All portraits exhibit the personal style that I like to curate in my solo-driven design work. Saturated colors, beaming streams of lights, and nonsensical background environments fused to make an almost uncomfortable beauty. That uncomfortable beauty is influenced by my relationship with my sense of self, femininity, and the overwhelm of finding life’s path as an artist.

This project has not been sold for commercial or business purposes.

What I Did

Creative Direction

Timeline

Q3 2019

Collaborators

Photography, Jenny Scott

When I first started ideating what a self-portrait could look like, I wanted to emphasize the intersection of my interests in the fine arts and technology.

With my experience through higher education in the arts, I found this uneasy tension between traditional arts and technology integration that has been hard to navigate as someone who identifies as an “artist”, but whose main artistic tool is graphic design.
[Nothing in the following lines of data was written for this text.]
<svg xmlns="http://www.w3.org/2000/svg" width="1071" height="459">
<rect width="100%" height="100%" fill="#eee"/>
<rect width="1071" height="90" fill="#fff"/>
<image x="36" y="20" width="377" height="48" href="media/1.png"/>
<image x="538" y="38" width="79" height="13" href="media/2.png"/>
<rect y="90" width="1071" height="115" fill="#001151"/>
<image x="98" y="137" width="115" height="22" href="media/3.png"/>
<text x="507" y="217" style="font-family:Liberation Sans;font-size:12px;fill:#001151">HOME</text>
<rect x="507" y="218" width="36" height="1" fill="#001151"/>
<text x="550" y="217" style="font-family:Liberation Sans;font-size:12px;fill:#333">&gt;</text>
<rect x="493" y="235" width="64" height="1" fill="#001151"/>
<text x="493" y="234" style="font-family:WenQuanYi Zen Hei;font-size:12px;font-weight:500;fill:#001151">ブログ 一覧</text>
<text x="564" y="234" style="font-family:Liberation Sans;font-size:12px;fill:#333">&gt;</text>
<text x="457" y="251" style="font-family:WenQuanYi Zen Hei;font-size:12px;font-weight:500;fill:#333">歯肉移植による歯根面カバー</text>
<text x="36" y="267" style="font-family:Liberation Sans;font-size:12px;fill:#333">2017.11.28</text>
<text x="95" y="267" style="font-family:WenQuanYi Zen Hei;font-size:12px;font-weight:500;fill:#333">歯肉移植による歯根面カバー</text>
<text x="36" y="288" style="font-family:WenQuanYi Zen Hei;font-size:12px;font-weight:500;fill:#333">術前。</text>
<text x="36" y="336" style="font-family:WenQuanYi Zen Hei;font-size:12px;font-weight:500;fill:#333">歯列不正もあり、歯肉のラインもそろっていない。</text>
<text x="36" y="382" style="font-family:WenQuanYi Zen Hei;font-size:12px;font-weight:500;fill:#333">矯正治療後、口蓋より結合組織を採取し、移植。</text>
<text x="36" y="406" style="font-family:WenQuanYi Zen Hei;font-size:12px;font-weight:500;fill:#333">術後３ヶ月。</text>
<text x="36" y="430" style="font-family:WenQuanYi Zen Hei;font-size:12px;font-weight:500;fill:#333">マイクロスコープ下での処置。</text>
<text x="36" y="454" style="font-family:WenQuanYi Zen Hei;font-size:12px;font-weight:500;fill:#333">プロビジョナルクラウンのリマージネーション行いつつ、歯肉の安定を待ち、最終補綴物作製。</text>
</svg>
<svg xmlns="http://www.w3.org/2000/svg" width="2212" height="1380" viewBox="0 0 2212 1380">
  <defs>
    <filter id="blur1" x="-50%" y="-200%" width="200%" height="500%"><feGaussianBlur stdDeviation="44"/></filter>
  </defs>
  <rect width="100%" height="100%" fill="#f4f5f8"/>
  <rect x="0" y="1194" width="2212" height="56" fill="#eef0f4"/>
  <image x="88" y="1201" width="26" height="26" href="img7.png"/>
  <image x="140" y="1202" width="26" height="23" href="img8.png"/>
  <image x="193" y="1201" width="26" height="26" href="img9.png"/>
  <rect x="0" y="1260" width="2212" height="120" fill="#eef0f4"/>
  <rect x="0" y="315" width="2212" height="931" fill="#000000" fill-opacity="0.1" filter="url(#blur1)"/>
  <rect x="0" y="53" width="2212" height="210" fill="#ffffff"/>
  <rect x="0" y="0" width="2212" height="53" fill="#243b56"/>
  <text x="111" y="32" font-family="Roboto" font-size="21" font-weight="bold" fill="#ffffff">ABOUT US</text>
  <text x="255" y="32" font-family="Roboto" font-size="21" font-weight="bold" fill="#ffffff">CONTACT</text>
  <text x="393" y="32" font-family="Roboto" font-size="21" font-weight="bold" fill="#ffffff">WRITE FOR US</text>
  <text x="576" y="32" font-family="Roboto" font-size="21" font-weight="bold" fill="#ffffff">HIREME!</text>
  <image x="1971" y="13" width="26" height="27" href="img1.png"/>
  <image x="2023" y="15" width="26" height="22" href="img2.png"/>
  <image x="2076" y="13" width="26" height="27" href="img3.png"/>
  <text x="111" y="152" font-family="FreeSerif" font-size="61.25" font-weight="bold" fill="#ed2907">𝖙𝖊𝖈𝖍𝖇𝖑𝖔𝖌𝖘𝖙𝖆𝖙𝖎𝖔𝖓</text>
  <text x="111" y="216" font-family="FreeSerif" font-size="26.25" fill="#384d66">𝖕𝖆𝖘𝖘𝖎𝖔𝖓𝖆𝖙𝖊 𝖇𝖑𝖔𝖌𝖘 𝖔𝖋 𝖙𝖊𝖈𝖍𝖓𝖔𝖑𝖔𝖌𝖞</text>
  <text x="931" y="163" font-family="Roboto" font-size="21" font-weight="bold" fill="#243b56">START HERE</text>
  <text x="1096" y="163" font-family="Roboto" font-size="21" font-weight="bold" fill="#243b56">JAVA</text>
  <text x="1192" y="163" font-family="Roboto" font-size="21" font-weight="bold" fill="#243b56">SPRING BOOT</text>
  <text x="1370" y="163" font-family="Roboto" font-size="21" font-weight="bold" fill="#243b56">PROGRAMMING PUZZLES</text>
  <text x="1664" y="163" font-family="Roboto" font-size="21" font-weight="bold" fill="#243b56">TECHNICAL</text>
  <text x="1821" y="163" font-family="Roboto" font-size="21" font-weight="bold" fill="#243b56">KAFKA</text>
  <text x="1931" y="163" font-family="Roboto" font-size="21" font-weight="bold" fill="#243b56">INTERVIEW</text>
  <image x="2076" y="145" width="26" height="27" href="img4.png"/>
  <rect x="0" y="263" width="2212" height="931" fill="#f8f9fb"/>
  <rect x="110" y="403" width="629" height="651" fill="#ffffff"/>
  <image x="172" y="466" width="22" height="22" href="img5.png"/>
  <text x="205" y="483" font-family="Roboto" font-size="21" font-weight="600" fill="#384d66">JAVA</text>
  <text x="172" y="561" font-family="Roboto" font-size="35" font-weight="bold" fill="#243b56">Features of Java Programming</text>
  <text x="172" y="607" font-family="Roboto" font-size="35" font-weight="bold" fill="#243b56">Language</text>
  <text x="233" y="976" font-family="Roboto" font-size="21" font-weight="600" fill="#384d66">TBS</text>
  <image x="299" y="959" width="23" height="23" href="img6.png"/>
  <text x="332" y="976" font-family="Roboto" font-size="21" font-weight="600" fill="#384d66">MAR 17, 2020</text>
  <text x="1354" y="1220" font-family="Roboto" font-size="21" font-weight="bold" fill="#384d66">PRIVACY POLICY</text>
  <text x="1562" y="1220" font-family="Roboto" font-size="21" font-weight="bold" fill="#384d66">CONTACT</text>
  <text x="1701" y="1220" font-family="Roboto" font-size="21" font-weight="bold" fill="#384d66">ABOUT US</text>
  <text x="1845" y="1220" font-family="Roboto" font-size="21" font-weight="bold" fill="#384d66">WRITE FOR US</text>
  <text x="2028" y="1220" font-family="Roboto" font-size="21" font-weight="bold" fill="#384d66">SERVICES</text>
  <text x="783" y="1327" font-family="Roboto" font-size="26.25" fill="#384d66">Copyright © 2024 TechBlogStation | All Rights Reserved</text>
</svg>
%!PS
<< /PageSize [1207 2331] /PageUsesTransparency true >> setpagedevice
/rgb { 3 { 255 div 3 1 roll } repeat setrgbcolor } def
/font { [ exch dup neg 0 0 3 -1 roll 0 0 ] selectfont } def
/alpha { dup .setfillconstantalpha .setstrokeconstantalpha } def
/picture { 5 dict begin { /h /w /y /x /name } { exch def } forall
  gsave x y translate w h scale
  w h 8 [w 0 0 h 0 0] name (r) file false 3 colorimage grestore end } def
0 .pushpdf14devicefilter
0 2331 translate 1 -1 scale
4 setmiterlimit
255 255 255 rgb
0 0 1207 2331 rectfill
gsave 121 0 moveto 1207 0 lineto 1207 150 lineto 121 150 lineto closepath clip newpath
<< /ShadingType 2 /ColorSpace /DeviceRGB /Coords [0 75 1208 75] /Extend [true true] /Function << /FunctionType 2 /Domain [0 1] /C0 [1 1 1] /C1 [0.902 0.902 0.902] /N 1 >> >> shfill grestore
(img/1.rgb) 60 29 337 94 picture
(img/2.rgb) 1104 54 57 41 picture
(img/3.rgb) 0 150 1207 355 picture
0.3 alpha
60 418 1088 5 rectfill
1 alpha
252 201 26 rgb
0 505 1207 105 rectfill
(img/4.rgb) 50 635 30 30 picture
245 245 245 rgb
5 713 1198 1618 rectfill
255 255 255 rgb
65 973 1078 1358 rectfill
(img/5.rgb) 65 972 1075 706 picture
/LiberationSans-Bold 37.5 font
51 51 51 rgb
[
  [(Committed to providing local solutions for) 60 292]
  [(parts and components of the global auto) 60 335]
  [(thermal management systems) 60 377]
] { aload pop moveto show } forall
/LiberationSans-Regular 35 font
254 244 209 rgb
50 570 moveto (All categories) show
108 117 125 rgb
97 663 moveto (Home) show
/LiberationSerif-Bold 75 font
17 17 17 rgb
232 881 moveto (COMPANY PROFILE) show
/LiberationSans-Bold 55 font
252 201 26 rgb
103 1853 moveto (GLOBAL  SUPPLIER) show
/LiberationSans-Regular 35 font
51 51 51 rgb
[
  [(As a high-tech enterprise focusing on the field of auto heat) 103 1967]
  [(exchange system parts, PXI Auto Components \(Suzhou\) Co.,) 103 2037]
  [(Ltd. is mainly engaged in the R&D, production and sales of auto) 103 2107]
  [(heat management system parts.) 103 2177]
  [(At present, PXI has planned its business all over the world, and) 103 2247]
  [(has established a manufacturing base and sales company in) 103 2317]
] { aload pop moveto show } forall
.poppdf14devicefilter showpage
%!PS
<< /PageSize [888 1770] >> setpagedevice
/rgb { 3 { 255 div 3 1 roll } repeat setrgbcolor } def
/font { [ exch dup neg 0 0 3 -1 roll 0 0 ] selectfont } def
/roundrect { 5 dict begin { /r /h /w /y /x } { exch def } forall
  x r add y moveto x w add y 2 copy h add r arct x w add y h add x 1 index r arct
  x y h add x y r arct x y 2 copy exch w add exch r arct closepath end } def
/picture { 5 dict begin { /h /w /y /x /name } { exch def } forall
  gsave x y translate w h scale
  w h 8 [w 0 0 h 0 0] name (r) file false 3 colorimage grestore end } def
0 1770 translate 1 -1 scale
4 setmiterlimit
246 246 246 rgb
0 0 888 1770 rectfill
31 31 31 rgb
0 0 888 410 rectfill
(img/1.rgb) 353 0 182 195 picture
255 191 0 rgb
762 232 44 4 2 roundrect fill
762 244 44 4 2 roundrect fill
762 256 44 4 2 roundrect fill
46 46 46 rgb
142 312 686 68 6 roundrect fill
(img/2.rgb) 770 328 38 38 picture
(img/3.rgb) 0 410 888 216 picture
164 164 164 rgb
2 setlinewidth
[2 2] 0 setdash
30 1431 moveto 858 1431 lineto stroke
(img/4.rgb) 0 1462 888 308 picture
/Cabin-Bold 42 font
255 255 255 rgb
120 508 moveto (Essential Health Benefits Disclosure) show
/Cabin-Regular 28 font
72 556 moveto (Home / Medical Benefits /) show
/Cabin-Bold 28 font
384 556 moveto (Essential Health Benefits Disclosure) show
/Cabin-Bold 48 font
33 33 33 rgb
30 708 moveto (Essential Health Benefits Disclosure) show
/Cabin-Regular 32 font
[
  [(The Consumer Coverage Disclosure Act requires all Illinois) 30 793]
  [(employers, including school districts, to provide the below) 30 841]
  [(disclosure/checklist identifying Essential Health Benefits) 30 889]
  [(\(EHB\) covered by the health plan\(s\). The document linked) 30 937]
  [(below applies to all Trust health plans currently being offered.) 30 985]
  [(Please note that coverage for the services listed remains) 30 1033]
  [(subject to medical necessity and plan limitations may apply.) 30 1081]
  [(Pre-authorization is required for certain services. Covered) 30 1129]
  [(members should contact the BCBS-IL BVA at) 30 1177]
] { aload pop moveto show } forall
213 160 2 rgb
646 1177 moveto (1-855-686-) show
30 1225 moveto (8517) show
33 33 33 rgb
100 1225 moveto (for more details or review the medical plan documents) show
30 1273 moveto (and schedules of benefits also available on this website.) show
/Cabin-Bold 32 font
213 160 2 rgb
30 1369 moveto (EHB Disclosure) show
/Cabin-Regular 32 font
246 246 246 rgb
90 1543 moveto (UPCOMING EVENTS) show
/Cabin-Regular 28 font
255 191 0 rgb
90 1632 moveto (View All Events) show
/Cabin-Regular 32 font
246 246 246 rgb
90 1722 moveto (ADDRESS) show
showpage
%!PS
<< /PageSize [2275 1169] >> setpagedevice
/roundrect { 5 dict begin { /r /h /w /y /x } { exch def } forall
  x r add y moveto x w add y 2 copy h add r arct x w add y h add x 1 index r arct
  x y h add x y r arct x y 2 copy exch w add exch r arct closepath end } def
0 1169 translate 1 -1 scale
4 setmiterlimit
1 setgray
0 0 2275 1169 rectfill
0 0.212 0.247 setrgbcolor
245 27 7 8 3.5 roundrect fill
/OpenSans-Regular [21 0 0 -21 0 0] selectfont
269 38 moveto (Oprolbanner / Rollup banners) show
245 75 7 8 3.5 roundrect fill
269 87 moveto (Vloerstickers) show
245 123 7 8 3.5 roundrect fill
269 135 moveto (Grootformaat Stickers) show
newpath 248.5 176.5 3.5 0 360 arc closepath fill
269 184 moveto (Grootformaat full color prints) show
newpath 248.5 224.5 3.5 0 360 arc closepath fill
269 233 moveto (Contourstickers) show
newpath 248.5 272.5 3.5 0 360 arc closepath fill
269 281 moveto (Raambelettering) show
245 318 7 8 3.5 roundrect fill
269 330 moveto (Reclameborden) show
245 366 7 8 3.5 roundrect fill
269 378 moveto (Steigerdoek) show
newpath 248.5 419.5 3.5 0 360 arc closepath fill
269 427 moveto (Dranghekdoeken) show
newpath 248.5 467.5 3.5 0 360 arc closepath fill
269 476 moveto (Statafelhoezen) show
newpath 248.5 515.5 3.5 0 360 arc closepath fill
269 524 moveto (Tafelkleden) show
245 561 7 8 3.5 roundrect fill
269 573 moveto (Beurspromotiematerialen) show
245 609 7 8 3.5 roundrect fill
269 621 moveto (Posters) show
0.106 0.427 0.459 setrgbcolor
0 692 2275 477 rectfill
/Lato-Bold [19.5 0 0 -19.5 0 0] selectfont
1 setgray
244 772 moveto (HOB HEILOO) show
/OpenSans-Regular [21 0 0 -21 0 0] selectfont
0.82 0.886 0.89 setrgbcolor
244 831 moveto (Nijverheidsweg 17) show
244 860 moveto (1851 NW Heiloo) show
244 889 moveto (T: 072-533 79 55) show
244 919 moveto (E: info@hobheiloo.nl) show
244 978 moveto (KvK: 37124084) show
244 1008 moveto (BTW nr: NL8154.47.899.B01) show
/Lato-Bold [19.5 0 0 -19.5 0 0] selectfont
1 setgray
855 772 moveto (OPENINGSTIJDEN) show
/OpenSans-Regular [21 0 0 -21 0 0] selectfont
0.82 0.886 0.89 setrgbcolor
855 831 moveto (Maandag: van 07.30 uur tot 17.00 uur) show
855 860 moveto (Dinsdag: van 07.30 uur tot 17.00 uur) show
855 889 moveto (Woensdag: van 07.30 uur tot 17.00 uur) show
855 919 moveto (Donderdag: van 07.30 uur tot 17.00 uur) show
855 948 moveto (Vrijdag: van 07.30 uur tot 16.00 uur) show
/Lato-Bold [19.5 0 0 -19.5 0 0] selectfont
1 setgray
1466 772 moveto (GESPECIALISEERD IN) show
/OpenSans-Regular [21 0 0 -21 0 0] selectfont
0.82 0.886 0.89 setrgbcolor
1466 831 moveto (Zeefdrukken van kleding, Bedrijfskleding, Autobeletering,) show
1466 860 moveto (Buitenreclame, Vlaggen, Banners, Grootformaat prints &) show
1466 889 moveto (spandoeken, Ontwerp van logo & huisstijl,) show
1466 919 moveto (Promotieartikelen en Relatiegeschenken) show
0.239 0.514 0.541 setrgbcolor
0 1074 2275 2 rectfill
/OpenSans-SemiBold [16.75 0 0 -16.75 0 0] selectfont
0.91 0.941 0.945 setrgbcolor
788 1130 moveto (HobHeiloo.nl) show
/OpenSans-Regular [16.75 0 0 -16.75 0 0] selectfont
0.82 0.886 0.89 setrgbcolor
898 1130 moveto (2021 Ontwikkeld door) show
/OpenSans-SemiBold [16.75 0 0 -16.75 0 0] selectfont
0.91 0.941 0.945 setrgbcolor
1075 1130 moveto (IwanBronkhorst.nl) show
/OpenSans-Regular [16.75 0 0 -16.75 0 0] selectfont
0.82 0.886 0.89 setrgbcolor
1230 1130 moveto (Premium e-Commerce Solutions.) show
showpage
You can see this idea in previous iterations, but the monotone blues and distant direction of the photo felt more melancholy than I wished.

While managing this career struggle, the piece intended to infuse the positivity that came to exist in the confusion of operating in a juxtaposition. Through this theme of juxtaposition, the other elements of my life that embody this theme came to the forefront.

The struggles I’ve had with femininity and gender identity as a nonbinary person who still enjoys femininity, how access to femininity interacts with my race as a Black person, and how aesthetics and interests are not associated with black bodies through my experience as an online user. From there, the piece evolved into the true juxtapositions of myself.

All portraits exhibit the personal style that I like to curate in my solo-driven design work. The saturated colors, beaming streams of lights, and nonsensical background environments fused to make an almost uncomfortable beauty. That discomfort is influenced by my relationship with my sense of self, ideas of femininity, and the overwhelm of being an “artist”.